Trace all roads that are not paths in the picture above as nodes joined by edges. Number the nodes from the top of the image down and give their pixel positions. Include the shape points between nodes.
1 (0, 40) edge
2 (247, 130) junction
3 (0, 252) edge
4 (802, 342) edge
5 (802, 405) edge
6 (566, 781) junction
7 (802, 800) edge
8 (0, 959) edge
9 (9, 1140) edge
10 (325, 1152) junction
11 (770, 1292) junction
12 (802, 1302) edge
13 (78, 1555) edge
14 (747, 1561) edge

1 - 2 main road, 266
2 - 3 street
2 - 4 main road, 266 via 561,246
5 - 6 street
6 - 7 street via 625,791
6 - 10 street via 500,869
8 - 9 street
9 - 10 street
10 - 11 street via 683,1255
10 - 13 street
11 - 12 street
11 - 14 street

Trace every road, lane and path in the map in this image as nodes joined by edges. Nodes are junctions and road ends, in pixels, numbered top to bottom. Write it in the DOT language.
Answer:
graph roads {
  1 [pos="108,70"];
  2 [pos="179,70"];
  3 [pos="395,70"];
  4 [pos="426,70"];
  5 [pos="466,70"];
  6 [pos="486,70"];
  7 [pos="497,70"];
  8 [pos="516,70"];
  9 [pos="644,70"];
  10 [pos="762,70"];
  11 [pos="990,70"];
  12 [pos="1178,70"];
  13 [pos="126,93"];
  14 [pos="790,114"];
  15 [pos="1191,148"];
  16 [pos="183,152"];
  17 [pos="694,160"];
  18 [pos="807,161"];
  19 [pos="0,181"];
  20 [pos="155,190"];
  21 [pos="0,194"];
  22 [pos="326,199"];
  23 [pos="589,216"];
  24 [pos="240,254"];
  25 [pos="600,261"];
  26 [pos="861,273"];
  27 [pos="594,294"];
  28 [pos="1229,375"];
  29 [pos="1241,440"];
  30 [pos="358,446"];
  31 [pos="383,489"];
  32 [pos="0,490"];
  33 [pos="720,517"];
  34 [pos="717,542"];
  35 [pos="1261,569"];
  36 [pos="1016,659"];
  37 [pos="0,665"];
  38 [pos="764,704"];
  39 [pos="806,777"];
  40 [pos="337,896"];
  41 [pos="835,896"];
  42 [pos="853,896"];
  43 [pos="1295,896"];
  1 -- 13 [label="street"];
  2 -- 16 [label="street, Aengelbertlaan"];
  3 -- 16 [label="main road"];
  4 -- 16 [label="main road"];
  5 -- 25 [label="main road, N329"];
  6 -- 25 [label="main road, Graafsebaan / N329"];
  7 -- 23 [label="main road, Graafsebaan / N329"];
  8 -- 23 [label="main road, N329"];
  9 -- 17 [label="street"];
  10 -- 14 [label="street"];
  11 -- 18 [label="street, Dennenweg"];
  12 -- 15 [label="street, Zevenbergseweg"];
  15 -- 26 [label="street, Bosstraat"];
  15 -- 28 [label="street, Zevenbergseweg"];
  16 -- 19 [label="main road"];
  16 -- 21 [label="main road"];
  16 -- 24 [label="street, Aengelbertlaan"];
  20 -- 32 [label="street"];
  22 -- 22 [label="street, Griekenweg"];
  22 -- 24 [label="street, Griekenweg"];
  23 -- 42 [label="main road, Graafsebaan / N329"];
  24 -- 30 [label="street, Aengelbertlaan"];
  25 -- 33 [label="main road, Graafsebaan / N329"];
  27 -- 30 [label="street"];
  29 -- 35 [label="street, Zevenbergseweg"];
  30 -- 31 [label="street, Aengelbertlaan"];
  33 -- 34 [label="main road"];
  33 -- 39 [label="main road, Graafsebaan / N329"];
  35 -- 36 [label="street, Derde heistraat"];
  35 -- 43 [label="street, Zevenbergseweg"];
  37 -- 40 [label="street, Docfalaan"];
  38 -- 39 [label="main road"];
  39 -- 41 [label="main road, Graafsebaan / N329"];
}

--- Exercise prompt ---
Please work out how many lines of the listing hold the word "Graafsebaan" and reply with only that number.

--- Your solution ---
6